START Provided data

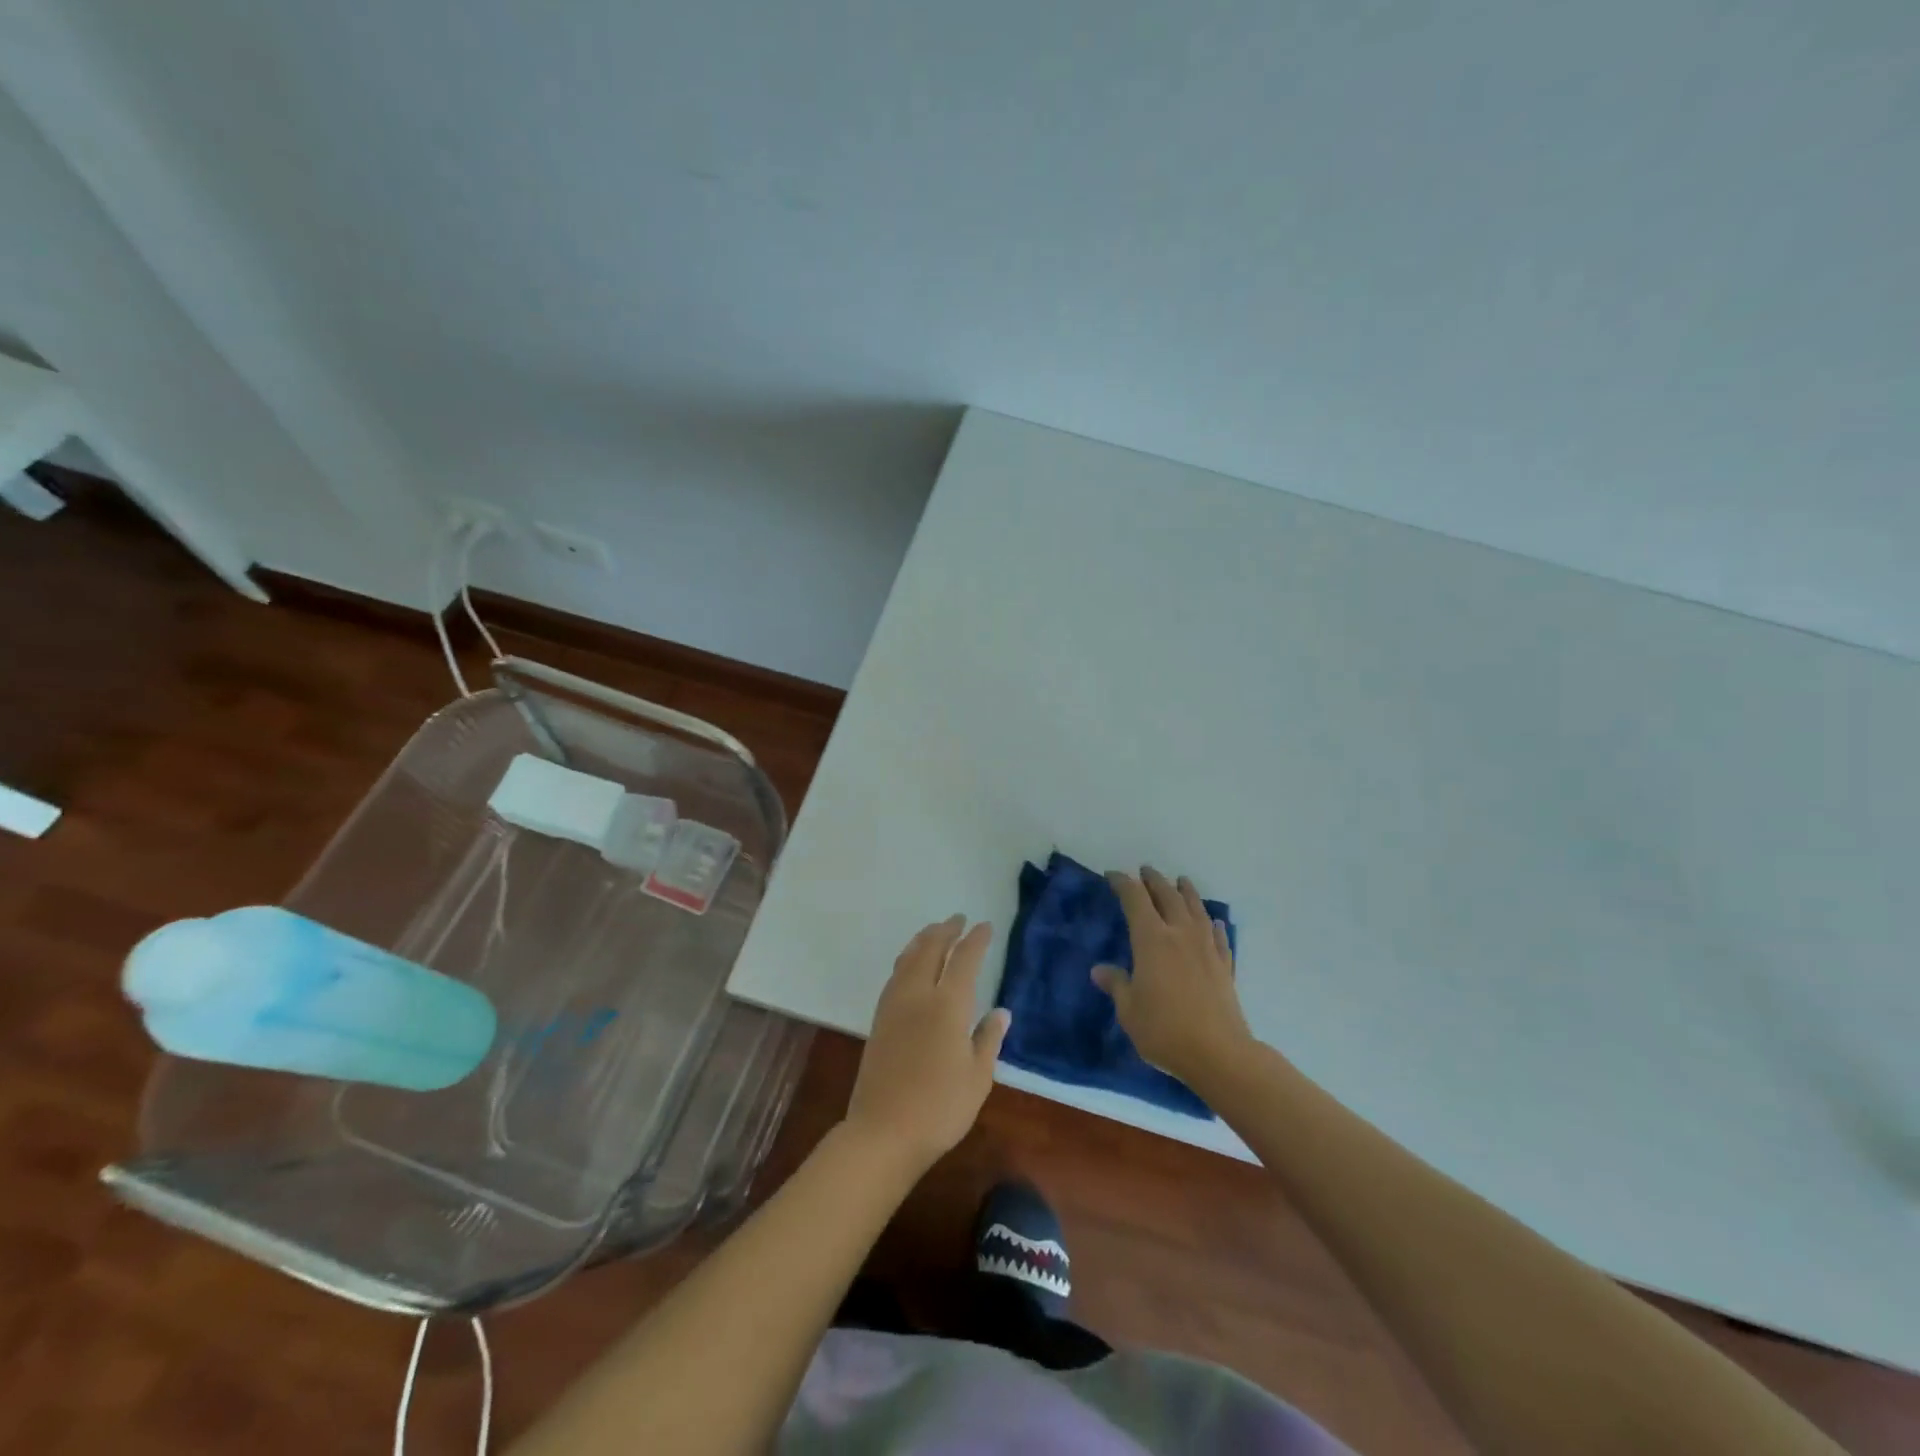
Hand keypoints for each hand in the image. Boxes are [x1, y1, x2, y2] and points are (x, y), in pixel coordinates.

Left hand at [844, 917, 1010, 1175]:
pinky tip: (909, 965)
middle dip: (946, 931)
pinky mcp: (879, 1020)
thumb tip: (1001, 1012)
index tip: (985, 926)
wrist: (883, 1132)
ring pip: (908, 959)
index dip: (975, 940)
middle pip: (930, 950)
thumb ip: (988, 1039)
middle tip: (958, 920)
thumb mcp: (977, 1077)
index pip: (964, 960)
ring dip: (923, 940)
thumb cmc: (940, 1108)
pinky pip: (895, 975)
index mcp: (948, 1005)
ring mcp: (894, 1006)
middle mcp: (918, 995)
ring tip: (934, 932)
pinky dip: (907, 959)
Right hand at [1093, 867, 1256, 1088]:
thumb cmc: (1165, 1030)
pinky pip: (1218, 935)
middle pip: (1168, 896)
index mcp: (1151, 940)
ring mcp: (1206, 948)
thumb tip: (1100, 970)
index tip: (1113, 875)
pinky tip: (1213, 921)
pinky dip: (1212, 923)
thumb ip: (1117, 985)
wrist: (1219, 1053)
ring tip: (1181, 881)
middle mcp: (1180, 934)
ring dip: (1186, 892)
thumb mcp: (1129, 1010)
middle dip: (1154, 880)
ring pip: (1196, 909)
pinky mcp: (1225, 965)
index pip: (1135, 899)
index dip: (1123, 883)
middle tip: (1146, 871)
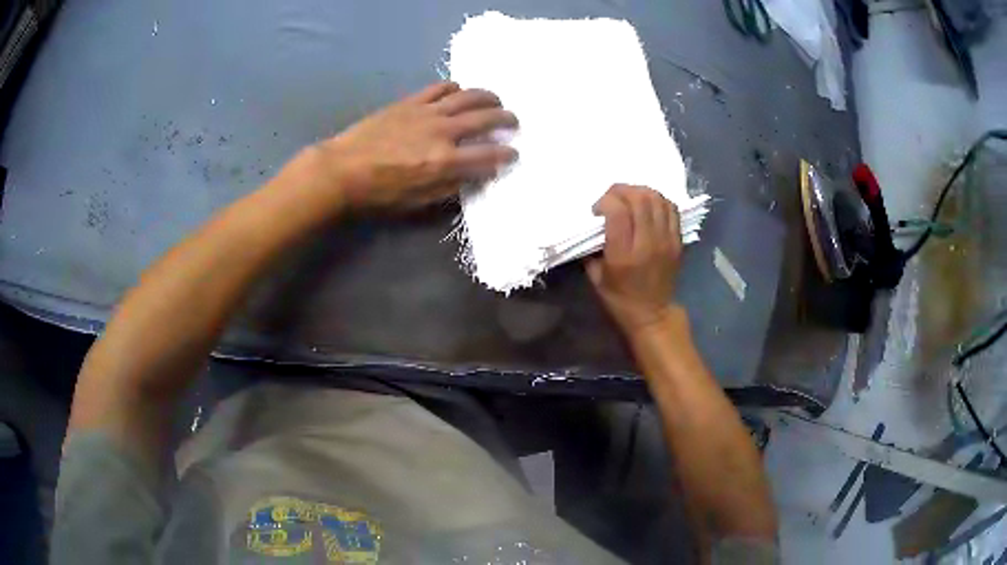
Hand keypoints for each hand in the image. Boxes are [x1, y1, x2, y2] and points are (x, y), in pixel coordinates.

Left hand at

END Provided data
START Provided data

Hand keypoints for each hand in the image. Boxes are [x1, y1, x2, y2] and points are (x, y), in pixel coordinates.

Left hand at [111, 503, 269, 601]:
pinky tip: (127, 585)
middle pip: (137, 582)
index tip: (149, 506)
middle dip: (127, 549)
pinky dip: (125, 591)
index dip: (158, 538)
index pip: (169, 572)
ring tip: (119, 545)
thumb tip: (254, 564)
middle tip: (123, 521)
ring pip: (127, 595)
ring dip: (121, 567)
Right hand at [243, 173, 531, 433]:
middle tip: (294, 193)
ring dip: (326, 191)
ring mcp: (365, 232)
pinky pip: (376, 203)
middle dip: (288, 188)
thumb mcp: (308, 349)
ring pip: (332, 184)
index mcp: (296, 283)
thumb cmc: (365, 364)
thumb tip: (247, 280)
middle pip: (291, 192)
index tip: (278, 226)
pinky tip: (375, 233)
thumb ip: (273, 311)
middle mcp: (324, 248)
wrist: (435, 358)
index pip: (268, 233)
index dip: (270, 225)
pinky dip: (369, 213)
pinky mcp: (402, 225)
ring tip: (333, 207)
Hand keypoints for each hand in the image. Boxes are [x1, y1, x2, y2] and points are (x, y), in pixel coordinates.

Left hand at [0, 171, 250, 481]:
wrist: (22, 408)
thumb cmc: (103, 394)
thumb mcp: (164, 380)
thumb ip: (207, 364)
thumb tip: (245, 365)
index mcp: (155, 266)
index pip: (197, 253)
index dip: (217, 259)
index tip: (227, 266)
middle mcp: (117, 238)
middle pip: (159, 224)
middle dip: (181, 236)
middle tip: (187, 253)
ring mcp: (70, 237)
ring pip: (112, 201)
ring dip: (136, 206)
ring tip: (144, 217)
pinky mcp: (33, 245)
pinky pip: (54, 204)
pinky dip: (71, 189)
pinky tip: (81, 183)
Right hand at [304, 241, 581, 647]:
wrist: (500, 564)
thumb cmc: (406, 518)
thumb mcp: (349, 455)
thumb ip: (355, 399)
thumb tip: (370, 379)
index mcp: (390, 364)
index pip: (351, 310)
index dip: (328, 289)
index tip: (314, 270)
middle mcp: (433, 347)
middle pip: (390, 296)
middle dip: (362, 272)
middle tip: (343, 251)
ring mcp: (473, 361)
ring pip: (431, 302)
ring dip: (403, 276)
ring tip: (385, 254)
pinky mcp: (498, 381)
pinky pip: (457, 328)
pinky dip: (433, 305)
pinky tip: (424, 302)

END Provided data
START Provided data

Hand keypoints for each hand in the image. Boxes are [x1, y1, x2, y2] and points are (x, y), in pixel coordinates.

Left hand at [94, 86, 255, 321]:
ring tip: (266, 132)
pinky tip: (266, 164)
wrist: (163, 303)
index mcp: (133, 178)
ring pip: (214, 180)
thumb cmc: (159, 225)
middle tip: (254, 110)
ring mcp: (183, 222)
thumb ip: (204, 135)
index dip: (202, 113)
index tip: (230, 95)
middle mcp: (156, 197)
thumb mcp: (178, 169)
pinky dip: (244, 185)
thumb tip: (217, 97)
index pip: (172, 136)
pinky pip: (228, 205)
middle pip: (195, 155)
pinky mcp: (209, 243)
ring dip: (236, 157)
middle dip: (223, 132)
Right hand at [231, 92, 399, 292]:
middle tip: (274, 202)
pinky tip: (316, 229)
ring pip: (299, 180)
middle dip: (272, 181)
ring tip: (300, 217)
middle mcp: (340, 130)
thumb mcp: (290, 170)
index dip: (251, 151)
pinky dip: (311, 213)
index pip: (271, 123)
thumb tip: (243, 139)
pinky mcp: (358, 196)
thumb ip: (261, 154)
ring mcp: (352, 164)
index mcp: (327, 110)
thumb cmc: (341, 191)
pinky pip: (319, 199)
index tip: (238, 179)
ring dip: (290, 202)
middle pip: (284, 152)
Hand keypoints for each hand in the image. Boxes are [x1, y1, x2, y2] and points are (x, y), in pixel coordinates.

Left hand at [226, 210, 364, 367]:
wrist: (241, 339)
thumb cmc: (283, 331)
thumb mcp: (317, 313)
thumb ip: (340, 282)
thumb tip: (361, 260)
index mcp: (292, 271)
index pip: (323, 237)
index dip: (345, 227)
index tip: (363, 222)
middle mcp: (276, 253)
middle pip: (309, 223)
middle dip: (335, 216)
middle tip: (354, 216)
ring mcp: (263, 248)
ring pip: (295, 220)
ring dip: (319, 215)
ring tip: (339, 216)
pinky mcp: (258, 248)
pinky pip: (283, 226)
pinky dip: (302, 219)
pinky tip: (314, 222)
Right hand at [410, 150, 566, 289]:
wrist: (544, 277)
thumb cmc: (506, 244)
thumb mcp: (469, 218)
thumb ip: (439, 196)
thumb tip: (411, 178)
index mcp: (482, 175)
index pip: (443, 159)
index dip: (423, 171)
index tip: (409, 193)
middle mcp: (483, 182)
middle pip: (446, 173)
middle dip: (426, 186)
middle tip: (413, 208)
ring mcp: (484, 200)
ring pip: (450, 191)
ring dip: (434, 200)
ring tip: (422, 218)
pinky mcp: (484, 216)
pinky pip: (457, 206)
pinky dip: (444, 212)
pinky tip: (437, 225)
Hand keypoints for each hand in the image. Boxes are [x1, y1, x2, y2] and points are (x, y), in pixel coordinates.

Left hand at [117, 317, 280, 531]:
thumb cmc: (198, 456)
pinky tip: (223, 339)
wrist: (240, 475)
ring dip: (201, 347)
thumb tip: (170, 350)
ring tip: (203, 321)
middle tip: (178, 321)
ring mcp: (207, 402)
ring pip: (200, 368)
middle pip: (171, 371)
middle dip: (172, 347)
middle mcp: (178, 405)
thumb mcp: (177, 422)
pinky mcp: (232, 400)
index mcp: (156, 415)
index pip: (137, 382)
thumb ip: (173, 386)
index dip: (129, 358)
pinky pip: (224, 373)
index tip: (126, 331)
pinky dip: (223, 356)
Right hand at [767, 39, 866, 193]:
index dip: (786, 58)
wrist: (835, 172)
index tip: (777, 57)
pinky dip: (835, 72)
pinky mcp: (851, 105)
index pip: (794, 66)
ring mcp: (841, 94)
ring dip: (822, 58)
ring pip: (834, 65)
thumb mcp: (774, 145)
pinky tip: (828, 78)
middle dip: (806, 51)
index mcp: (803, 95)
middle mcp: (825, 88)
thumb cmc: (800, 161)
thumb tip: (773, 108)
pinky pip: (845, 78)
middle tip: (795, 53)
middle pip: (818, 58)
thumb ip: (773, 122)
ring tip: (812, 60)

END Provided data

*Task description*
What is asked for is an exact copy of the lines above from the one containing "ring pip: (295, 220)" through the one containing "pinky dip: (835, 72)", and only those.

*Result of the task*
ring pip: (295, 220)
ring dip: (319, 215)
ring tip: (339, 216)
pinky mcp: (258, 248)
pinky pip: (283, 226)
pinky dip: (302, 219)
pinky tip: (314, 222)
Right hand at [410, 150, 566, 289]:
wrist: (544, 277)
thumb cmc: (506, 244)
thumb mcp: (469, 218)
thumb ip: (439, 196)
thumb tip: (411, 178)
index mcp: (482, 175)
index pip: (443, 159)
index dip: (423, 171)
index tip: (409, 193)
middle mcp: (483, 182)
middle pip: (446, 173)
middle dip: (426, 186)
middle tip: (413, 208)
ring mcp: (484, 200)
ring pip: (450, 191)
ring dip: (434, 200)
ring tip: (422, 218)
pinky mcp: (484, 216)
pinky pip: (457, 206)
pinky dip: (444, 212)
pinky tip: (437, 225)
Hand keypoints for each hand in the image. Boxes are [x1, y1, x2, y2] and points are (x, y), in pixel coordinates.

Left hand at [117, 317, 280, 531]:
thumb cmc: (198, 456)
pinky tip: (223, 339)
wrist: (240, 475)
ring dip: (201, 347)
thumb tip: (170, 350)
ring tip: (203, 321)
middle tip: (178, 321)
ring mcp: (207, 402)
ring pip: (200, 368)
middle pip: (171, 371)
middle dip: (172, 347)
middle mcp: (178, 405)
thumb mcp: (177, 422)
pinky mcp: (232, 400)
index mcp: (156, 415)
index pip: (137, 382)
thumb ip: (173, 386)
index dip: (129, 358)
pinky pip: (224, 373)
index tip: (126, 331)
pinky dip: (223, 356)
Right hand at [767, 39, 866, 193]:
index dip: (786, 58)
wrist: (835, 172)
index tip: (777, 57)
pinky dip: (835, 72)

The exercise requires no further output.